Here is a list of companies that use Kafka in their tech stack:

  1. Netflix
    • monitors streaming quality and buffer times
    • delivers recommendations based on recent watch history
    • trigger adaptive bitrate switching based on network conditions
  2. Riot Games (League of Legends)
    • track millions of in-game events per second
    • analyze performance, gameplay balance and user engagement
    • push live updates without interrupting gameplay
  3. Uber
    • tracks driver location for live updates
    • updates trip status (driver on the way, trip completed)
    • ETA calculations, route updates and dynamic pricing (surge)
  4. Adobe
    • part of the Pipeline solution in Adobe Experience Platform
    • processes hundreds of billions of messages each day
    • replicates messages across 15 different data centers in AWS, Azure, and on-prem

Example: Using Kafka for Device Monitoring

Consider a device monitoring solution similar in purpose to Prometheus that collects events such as CPU and RAM usage or file modifications. For large organizations, this can generate millions of events per day that require backend processing for security analysis, health monitoring, alerting, or other purposes.

Limitations of Synchronous Processing

A synchronous solution using HTTP calls has fundamental scalability constraints. The backend must process each event before accepting the next one, with parallelism limited by the number of available connections. This creates two problems:

  • Event loss: If the backend cannot process events quickly enough, incoming events may be dropped or timeout
  • Tight coupling: Monitored endpoints depend directly on backend availability and response time

Schema

How Kafka Addresses These Issues

Kafka provides a message queue that enables asynchronous event processing:

  • Decoupling: Endpoints publish events to Kafka and continue immediately, independent of backend processing speed or availability.
  • Asynchronous consumption: The backend reads and processes events from the queue at its own pace, based on available resources.
  • Buffering: Events are stored in the queue until processed, preventing loss during traffic spikes or temporary backend unavailability.
  • Horizontal scalability: Multiple backend consumers can process events in parallel, and additional consumers can be added as load increases.

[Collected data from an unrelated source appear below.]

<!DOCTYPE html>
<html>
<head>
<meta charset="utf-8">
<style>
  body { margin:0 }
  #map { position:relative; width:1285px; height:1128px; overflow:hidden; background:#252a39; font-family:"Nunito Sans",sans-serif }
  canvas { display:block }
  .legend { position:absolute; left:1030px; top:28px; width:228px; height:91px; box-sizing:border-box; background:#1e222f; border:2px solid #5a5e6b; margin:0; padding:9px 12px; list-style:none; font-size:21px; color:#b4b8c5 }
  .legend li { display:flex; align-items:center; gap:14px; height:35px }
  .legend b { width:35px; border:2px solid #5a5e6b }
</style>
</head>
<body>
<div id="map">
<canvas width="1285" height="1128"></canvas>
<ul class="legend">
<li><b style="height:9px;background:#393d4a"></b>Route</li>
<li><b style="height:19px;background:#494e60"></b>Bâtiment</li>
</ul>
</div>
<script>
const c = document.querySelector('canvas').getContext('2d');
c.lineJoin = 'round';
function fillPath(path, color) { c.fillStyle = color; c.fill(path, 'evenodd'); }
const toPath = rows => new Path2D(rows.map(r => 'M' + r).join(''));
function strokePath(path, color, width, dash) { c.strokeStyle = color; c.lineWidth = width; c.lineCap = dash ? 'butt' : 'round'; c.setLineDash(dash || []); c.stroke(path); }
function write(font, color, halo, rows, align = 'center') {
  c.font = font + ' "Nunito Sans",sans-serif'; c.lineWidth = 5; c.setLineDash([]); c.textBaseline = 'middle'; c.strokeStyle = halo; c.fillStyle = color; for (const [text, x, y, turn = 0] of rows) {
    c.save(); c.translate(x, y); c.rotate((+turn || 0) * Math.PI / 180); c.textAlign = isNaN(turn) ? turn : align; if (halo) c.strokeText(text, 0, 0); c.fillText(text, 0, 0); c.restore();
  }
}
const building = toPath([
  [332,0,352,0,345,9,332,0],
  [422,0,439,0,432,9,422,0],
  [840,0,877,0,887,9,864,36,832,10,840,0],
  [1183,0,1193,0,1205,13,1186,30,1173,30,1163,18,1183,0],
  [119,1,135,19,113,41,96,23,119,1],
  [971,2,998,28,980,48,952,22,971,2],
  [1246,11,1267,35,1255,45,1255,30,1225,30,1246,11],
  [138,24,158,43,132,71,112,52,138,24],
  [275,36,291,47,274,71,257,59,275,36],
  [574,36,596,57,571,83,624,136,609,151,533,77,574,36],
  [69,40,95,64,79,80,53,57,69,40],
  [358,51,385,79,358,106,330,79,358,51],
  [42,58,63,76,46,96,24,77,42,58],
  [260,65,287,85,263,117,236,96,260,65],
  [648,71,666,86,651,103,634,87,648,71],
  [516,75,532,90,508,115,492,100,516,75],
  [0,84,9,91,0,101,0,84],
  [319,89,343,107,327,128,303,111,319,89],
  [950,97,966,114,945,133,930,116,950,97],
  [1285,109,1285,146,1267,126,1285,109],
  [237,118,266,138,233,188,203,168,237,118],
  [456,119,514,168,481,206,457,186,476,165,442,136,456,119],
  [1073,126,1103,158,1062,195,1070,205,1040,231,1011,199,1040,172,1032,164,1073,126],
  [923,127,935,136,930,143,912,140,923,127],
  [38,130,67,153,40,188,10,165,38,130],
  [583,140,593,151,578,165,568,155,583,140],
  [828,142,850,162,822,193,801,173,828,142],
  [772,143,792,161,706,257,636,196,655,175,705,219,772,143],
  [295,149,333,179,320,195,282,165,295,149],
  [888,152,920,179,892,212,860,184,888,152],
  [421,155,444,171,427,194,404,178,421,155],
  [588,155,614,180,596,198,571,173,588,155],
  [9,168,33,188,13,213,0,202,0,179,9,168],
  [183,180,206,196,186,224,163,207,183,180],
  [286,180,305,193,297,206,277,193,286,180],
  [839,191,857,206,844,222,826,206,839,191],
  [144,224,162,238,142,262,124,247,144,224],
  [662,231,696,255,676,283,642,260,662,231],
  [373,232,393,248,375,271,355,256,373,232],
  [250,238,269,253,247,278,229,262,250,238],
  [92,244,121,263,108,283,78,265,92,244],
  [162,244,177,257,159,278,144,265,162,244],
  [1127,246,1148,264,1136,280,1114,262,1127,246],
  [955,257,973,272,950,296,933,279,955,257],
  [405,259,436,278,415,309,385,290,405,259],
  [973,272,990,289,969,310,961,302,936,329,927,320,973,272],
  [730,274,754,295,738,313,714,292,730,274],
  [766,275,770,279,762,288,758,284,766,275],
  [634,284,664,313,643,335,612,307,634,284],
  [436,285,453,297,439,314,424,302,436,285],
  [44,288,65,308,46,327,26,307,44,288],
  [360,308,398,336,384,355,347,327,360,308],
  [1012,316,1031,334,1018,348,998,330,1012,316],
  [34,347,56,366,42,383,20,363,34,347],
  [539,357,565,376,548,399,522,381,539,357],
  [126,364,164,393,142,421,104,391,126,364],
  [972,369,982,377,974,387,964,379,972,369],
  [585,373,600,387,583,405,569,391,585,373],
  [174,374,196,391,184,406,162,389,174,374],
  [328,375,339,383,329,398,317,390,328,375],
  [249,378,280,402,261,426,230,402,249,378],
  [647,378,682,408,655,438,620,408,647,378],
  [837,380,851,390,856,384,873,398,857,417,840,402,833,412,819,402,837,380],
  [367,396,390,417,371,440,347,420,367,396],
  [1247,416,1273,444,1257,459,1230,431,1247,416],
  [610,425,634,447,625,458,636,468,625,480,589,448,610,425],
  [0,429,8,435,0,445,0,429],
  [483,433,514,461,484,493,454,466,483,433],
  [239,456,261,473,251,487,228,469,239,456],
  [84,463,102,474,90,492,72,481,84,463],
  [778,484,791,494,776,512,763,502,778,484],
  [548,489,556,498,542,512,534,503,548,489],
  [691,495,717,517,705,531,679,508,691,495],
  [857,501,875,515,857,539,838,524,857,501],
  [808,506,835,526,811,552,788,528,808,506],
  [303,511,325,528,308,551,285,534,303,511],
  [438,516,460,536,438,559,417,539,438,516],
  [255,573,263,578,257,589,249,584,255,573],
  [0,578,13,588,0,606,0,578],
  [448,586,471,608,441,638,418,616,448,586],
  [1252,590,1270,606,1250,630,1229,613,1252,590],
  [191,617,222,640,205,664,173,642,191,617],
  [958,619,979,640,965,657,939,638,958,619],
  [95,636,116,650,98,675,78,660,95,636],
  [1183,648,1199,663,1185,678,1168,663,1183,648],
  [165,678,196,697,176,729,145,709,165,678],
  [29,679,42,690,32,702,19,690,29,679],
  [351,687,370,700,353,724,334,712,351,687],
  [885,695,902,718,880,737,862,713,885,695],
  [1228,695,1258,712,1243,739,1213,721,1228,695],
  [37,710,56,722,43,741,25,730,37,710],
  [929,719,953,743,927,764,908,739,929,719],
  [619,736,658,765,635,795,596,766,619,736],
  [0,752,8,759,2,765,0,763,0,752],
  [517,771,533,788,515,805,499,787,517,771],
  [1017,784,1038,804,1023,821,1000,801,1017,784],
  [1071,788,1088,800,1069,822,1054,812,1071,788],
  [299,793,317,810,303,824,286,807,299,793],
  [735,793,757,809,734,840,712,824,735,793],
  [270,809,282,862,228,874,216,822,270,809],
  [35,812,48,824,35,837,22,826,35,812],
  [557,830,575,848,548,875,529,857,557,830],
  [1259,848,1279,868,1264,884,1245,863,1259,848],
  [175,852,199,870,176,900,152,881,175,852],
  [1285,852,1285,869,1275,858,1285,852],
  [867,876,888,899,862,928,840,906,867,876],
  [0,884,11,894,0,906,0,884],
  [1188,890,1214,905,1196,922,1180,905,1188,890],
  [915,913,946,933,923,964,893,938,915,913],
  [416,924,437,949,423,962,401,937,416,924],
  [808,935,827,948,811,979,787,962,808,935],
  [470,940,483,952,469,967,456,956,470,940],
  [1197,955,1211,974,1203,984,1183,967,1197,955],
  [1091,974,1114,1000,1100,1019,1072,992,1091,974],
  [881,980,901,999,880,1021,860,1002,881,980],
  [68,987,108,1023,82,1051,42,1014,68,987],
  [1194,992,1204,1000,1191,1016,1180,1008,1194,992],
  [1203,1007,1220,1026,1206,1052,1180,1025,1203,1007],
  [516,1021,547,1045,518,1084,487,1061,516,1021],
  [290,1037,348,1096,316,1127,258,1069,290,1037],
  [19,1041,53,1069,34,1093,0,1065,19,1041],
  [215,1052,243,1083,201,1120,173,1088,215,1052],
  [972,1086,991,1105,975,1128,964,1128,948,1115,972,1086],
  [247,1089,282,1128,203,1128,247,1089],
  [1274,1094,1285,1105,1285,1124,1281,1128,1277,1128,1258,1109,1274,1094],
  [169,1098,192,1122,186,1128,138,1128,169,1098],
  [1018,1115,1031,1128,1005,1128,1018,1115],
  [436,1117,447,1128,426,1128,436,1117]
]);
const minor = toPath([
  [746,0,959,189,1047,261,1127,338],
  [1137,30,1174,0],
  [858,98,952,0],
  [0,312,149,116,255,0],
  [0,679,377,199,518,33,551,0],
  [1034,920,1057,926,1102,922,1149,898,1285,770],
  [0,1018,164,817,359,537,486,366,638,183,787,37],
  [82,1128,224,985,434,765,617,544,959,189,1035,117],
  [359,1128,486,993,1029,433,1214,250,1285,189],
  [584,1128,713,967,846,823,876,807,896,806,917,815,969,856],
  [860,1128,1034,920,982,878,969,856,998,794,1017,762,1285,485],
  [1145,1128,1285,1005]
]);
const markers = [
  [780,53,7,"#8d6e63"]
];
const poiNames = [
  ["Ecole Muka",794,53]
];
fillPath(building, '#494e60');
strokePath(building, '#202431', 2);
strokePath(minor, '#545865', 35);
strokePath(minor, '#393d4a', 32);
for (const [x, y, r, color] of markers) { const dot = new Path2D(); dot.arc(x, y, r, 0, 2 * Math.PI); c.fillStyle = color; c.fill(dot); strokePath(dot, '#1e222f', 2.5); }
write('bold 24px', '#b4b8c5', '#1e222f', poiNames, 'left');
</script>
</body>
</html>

This architecture separates event production from consumption, allowing each component to scale independently and ensuring reliable event processing even under high load.

Schema

Asynchronous Requests: Trade-offs and Considerations

Asynchronous request processing offers significant advantages for system scalability and resilience. By decoupling the sender from the receiver, asynchronous systems allow components to operate independently—senders can continue their work without waiting for processing to complete, and receivers can process requests at their own pace based on available resources. This prevents cascading failures, as a slow or unavailable downstream service does not block upstream components. Additionally, asynchronous processing enables better resource utilization through load leveling, where spikes in traffic are absorbed by queues and processed during quieter periods. However, asynchronous architectures introduce complexity and trade-offs. The most significant is increased latency: the sender does not receive immediate confirmation that their request was successfully processed, only that it was queued. This complicates error handling—failures may occur long after the request was sent, requiring separate mechanisms for monitoring and retry logic. Ordering guarantees become harder to maintain, as requests may be processed out of sequence unless explicitly managed. Finally, asynchronous systems require additional infrastructure (message queues, worker pools) and operational complexity for monitoring queue depths, handling dead-letter queues, and ensuring messages are not lost or duplicated.

What tools we will use?

In this lab, we'll use two docker containers: the kafka broker and a third-party tool for UI visualization, called kafka-ui. For the coding (tutorial and exercises), we'll use Python3 with the confluent-kafka package.

note

kafka-ui is not an official tool, but a visualization tool designed and developed by the community, useful in the development process.

info

kafka-ui is a web application, already configured in your VM to run on localhost:8080.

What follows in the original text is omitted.